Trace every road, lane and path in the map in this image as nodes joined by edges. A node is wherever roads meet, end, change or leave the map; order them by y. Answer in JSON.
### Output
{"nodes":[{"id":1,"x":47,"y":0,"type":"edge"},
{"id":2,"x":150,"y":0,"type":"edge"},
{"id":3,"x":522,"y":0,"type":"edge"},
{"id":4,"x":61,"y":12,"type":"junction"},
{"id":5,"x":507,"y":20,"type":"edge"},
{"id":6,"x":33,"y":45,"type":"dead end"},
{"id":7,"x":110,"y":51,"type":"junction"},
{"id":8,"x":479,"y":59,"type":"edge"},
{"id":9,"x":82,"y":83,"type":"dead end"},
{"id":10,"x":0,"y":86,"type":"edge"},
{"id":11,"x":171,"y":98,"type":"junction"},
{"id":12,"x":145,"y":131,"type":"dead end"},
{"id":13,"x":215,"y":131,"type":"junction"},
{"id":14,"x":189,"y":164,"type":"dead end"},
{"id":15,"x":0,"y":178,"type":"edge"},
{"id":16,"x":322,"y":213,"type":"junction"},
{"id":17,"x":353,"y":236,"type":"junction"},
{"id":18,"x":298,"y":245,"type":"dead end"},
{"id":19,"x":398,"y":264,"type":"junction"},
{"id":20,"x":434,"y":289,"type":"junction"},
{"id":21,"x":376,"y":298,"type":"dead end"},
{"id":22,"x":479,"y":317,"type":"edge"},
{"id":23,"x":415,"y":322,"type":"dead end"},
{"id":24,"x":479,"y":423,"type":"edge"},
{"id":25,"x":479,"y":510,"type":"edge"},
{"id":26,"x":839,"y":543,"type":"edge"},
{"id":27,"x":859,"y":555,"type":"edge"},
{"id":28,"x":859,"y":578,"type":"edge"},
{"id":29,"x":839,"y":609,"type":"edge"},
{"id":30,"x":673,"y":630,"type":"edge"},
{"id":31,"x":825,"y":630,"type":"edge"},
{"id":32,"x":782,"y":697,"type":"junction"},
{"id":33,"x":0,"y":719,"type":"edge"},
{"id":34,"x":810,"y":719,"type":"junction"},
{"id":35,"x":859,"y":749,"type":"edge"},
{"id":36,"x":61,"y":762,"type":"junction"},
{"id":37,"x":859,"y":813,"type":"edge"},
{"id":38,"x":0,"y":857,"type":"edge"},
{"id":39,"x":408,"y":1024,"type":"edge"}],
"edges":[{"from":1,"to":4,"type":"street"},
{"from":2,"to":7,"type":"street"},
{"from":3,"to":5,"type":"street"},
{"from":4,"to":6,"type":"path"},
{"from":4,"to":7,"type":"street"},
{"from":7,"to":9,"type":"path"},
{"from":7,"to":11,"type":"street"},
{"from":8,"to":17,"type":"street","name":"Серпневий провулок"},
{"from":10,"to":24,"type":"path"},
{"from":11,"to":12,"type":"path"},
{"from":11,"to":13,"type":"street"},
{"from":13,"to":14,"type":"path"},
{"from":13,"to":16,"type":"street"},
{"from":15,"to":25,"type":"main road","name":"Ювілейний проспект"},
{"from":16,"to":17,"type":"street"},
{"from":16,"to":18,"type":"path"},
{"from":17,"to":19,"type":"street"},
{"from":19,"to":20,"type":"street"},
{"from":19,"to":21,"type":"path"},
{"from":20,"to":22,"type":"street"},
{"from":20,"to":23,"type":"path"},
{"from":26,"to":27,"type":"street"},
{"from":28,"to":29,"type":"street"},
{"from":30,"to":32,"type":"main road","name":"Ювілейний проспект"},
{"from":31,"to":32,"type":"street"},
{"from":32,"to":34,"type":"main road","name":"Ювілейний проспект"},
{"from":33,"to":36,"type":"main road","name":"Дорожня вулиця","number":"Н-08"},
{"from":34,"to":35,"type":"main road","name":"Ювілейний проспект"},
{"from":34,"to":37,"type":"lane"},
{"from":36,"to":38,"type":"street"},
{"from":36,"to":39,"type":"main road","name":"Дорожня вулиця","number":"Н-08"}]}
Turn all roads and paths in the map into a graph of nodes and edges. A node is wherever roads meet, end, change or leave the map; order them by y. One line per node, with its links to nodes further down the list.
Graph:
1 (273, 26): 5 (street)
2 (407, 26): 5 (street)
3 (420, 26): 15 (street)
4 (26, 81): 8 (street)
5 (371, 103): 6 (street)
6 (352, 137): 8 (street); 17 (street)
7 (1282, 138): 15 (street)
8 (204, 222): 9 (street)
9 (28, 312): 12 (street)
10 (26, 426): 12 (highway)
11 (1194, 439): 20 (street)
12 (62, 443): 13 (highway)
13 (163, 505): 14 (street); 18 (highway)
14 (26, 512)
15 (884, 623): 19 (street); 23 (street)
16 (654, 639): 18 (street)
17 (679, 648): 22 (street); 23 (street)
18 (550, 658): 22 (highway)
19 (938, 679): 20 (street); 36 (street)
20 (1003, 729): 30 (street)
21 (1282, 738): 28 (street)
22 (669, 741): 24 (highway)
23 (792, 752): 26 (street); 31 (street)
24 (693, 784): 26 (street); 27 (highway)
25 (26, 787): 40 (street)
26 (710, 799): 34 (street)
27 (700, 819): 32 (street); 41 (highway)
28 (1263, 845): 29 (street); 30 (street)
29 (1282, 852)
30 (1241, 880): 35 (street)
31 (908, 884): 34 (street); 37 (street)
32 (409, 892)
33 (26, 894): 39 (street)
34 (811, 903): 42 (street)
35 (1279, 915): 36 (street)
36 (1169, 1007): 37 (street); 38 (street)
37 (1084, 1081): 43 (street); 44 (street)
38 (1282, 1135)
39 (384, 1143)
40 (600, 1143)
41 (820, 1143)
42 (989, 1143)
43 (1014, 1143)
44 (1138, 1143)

- - - - - - -

Repeat the material above verbatim.

Output of the exercise -
Trace every road, lane and path in the map in this image as nodes joined by edges. A node is wherever roads meet, end, change or leave the map; order them by y. Answer in JSON.
### Output
{"nodes":[{"id":1,"x":47,"y":0,"type":"edge"},
{"id":2,"x":150,"y":0,"type":"edge"},
{"id":3,"x":522,"y":0,"type":"edge"},
{"id":4,"x":61,"y":12,"type":"junction"},
{"id":5,"x":507,"y":20,"type":"edge"},
{"id":6,"x":33,"y":45,"type":"dead end"},
{"id":7,"x":110,"y":51,"type":"junction"},
{"id":8,"x":479,"y":59,"type":"edge"},
{"id":9,"x":82,"y":83,"type":"dead end"},
{"id":10,"x":0,"y":86,"type":"edge"},
{"id":11,"x":171,"y":98,"type":"junction"},
{"id":12,"x":145,"y":131,"type":"dead end"},
{"id":13,"x":215,"y":131,"type":"junction"},
{"id":14,"x":189,"y":164,"type":"dead end"},
{"id":15,"x":0,"y":178,"type":"edge"},
{"id":16,"x":322,"y":213,"type":"junction"},
{"id":17,"x":353,"y":236,"type":"junction"},
{"id":18,"x":298,"y":245,"type":"dead end"},
{"id":19,"x":398,"y":264,"type":"junction"},
{"id":20,"x":434,"y":289,"type":"junction"},
{"id":21,"x":376,"y":298,"type":"dead end"},
{"id":22,"x":479,"y":317,"type":"edge"},
{"id":23,"x":415,"y":322,"type":"dead end"},
{"id":24,"x":479,"y":423,"type":"edge"},
{"id":25,"x":479,"y":510,"type":"edge"},
{"id":26,"x":839,"y":543,"type":"edge"},
{"id":27,"x":859,"y":555,"type":"edge"},
{"id":28,"x":859,"y":578,"type":"edge"},
{"id":29,"x":839,"y":609,"type":"edge"},
{"id":30,"x":673,"y":630,"type":"edge"},
{"id":31,"x":825,"y":630,"type":"edge"},
{"id":32,"x":782,"y":697,"type":"junction"},
{"id":33,"x":0,"y":719,"type":"edge"},
{"id":34,"x":810,"y":719,"type":"junction"},
{"id":35,"x":859,"y":749,"type":"edge"},
{"id":36,"x":61,"y":762,"type":"junction"},
{"id":37,"x":859,"y":813,"type":"edge"},
{"id":38,"x":0,"y":857,"type":"edge"},
{"id":39,"x":408,"y":1024,"type":"edge"}],
"edges":[{"from":1,"to":4,"type":"street"},
{"from":2,"to":7,"type":"street"},
{"from":3,"to":5,"type":"street"},
{"from":4,"to":6,"type":"path"},
{"from":4,"to":7,"type":"street"},
{"from":7,"to":9,"type":"path"},
{"from":7,"to":11,"type":"street"},
{"from":8,"to":17,"type":"street","name":"Серпневий провулок"},
{"from":10,"to":24,"type":"path"},
{"from":11,"to":12,"type":"path"},
{"from":11,"to":13,"type":"street"},
{"from":13,"to":14,"type":"path"},
{"from":13,"to":16,"type":"street"},
{"from":15,"to":25,"type":"main road","name":"Ювілейний проспект"},
{"from":16,"to":17,"type":"street"},
{"from":16,"to":18,"type":"path"},
{"from":17,"to":19,"type":"street"},
{"from":19,"to":20,"type":"street"},
{"from":19,"to":21,"type":"path"},
{"from":20,"to":22,"type":"street"},
{"from":20,"to":23,"type":"path"},
{"from":26,"to":27,"type":"street"},
{"from":28,"to":29,"type":"street"},
{"from":30,"to":32,"type":"main road","name":"Ювілейний проспект"},
{"from":31,"to":32,"type":"street"},
{"from":32,"to":34,"type":"main road","name":"Ювілейний проспект"},
{"from":33,"to":36,"type":"main road","name":"Дорожня вулиця","number":"Н-08"},
{"from":34,"to":35,"type":"main road","name":"Ювілейний проспект"},
{"from":34,"to":37,"type":"lane"},
{"from":36,"to":38,"type":"street"},
{"from":36,"to":39,"type":"main road","name":"Дорожня вулиця","number":"Н-08"}]}
Turn all roads and paths in the map into a graph of nodes and edges. A node is wherever roads meet, end, change or leave the map; order them by y. One line per node, with its links to nodes further down the list.
Graph:
1 (273, 26): 5 (street)
2 (407, 26): 5 (street)
3 (420, 26): 15 (street)
4 (26, 81): 8 (street)
5 (371, 103): 6 (street)
6 (352, 137): 8 (street); 17 (street)
7 (1282, 138): 15 (street)
8 (204, 222): 9 (street)
9 (28, 312): 12 (street)
10 (26, 426): 12 (highway)
11 (1194, 439): 20 (street)
12 (62, 443): 13 (highway)
13 (163, 505): 14 (street); 18 (highway)
14 (26, 512)
15 (884, 623): 19 (street); 23 (street)
16 (654, 639): 18 (street)
17 (679, 648): 22 (street); 23 (street)
18 (550, 658): 22 (highway)
19 (938, 679): 20 (street); 36 (street)
20 (1003, 729): 30 (street)
21 (1282, 738): 28 (street)
22 (669, 741): 24 (highway)
23 (792, 752): 26 (street); 31 (street)
24 (693, 784): 26 (street); 27 (highway)
25 (26, 787): 40 (street)
26 (710, 799): 34 (street)
27 (700, 819): 32 (street); 41 (highway)
28 (1263, 845): 29 (street); 30 (street)
29 (1282, 852)
30 (1241, 880): 35 (street)
31 (908, 884): 34 (street); 37 (street)
32 (409, 892)
33 (26, 894): 39 (street)
34 (811, 903): 42 (street)
35 (1279, 915): 36 (street)
36 (1169, 1007): 37 (street); 38 (street)
37 (1084, 1081): 43 (street); 44 (street)
38 (1282, 1135)
39 (384, 1143)
40 (600, 1143)
41 (820, 1143)
42 (989, 1143)
43 (1014, 1143)
44 (1138, 1143)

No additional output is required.